Relaxed Power-Down Duration Specification
For supplies being powered down with no active termination, voltage reduction to GND slows down as supply approaches 0 V. In this case, the 100 ms power requirement is relaxed - measure it when supply reaches near GND.
- Ensure all Group 1 supplies reach < 100 mV within 100 ms.
- Ensure all Group 2 and Group 3 supplies reach < 200 mV within 100 ms.
These controllers provide the necessary power-up/down sequence control functions. These controllers can dynamically monitor and scale the regulator's output voltage, and supervise fault conditions such as over voltage or under voltage. To program the power management controller, typically a PMBus or I2C interface is used to connect to an intelligent host such as the system's microprocessor.
PPMC can be an optimal solution for systems in which up-time and fault tolerance are critical features and voltage monitoring and fault reporting are essential system requirements.
A single channel of the PPMC typically provides the following features:
- Differential sense line inputs to remotely monitor the load voltage.
- Digital-to-Analog Converter (DAC) outputs to trim the regular output voltages.

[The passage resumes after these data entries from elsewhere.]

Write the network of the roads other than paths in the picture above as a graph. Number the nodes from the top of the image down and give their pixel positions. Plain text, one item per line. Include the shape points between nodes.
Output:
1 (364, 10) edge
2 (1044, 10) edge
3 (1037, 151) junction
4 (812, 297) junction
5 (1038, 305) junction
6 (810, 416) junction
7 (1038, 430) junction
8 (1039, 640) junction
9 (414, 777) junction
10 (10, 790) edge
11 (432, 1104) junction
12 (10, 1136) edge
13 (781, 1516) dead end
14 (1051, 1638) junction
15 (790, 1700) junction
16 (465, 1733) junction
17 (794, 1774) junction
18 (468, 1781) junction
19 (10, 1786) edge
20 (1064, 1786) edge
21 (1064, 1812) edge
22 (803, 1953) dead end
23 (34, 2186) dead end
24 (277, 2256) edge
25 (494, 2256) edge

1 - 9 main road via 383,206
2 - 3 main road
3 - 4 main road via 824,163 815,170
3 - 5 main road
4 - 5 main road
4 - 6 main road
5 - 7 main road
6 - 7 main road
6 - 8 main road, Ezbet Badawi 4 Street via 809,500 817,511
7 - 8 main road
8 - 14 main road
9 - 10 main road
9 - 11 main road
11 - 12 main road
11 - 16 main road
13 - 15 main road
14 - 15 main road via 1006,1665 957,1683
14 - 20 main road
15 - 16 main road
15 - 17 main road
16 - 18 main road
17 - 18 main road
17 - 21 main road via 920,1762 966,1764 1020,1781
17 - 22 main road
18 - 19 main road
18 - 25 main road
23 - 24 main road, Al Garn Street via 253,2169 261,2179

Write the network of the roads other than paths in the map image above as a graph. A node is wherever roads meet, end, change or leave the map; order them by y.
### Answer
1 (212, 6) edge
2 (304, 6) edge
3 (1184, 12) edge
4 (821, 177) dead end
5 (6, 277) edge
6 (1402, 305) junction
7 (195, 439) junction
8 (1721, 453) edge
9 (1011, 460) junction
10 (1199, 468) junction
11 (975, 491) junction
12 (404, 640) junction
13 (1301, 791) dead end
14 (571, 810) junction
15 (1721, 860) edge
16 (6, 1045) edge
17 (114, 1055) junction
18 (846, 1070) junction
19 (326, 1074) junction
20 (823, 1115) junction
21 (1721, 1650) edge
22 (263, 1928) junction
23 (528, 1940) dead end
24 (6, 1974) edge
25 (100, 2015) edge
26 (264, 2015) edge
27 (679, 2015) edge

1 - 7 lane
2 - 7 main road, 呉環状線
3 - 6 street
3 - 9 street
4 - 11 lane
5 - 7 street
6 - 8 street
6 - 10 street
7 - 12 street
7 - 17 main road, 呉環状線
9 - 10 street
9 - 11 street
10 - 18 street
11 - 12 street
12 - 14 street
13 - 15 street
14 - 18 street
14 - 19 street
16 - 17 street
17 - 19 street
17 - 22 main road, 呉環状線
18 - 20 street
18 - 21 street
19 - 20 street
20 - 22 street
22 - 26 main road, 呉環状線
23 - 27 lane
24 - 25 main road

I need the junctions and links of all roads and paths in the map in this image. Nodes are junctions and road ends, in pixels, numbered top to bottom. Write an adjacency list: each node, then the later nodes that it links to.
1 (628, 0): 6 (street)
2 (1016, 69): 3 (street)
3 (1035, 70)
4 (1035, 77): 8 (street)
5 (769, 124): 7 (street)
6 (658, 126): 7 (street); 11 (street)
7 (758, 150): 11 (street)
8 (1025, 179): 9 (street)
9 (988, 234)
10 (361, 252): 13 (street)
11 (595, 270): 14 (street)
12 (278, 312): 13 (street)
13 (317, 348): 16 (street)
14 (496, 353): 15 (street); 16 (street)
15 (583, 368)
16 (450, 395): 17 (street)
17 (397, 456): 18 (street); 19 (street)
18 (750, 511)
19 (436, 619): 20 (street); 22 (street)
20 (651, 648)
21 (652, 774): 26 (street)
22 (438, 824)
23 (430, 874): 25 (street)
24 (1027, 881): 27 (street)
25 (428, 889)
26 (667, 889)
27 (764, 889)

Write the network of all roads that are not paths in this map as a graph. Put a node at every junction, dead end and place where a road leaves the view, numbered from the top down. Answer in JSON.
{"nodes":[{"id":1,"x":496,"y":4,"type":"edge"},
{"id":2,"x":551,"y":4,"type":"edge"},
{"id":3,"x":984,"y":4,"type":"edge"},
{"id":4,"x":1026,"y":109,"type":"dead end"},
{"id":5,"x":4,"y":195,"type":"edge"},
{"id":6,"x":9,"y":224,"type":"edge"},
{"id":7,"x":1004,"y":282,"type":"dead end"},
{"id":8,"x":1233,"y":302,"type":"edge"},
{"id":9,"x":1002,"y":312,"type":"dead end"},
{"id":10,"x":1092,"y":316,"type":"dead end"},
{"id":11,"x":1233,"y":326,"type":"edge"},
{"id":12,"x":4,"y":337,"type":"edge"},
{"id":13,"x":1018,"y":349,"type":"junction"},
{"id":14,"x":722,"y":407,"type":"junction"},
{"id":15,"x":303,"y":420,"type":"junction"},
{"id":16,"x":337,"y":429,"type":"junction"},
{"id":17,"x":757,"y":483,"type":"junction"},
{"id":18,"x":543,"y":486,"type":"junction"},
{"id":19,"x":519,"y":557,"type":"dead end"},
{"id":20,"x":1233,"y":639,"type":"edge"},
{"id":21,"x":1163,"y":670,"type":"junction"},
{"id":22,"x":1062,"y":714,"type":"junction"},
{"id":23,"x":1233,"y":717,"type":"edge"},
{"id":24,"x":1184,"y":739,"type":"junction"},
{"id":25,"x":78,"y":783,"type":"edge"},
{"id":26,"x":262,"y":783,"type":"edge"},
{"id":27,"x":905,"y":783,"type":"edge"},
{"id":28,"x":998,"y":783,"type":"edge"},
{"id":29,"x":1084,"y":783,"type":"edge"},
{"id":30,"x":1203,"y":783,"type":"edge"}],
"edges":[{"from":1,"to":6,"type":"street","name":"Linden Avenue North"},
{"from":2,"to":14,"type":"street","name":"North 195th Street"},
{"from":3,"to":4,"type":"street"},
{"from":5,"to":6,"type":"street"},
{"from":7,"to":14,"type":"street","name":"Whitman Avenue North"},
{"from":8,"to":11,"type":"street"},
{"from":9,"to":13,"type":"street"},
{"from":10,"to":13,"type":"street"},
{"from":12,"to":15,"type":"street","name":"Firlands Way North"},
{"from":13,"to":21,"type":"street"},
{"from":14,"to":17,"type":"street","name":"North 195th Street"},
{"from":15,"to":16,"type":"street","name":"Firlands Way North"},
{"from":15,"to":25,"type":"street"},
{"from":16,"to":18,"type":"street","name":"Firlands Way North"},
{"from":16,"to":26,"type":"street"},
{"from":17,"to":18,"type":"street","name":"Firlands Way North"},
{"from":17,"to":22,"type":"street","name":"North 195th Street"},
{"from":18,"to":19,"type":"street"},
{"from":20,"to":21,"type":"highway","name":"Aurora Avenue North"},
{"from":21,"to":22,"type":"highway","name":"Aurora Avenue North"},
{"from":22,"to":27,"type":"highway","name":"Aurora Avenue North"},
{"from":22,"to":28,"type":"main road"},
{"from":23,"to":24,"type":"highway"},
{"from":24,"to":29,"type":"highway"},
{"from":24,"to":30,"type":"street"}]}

The DAC outputs drive the regulator's feedback input (fb) and control the regulator's output voltage.
- Enable Outputs (EN1, EN2, ...ENn) that drive the voltage regulator's Enable Inputs (en). The regulator's enable inputs control the desired power-up/down sequence.
Typically, PPMC devices have multiple channels so that a single controller can sequence multiple regulators. If more channels are required than what is offered by a single device, then multiple devices can be cascaded. A separate host interface (PMBus or I2C) is used to connect the system processor and the PPMC to manage the controller software and programming.
Consult your power module vendor for more information about PPMC.
Consult your power module vendor for more information about multiple supply sequencer ICs.
The RC ramp-up/down voltage is compared with preset reference voltage levels to generate a series of sequenced power enable outputs to control the voltage regulators.
The power-on event triggers the capacitor charging. As the capacitor voltage rises above each of the preset reference voltage levels, the power enable outputs are sequentially turned on. Similarly, for the power-down event, the discharging of the capacitor causes the power enable outputs to turn off in the reverse sequential order.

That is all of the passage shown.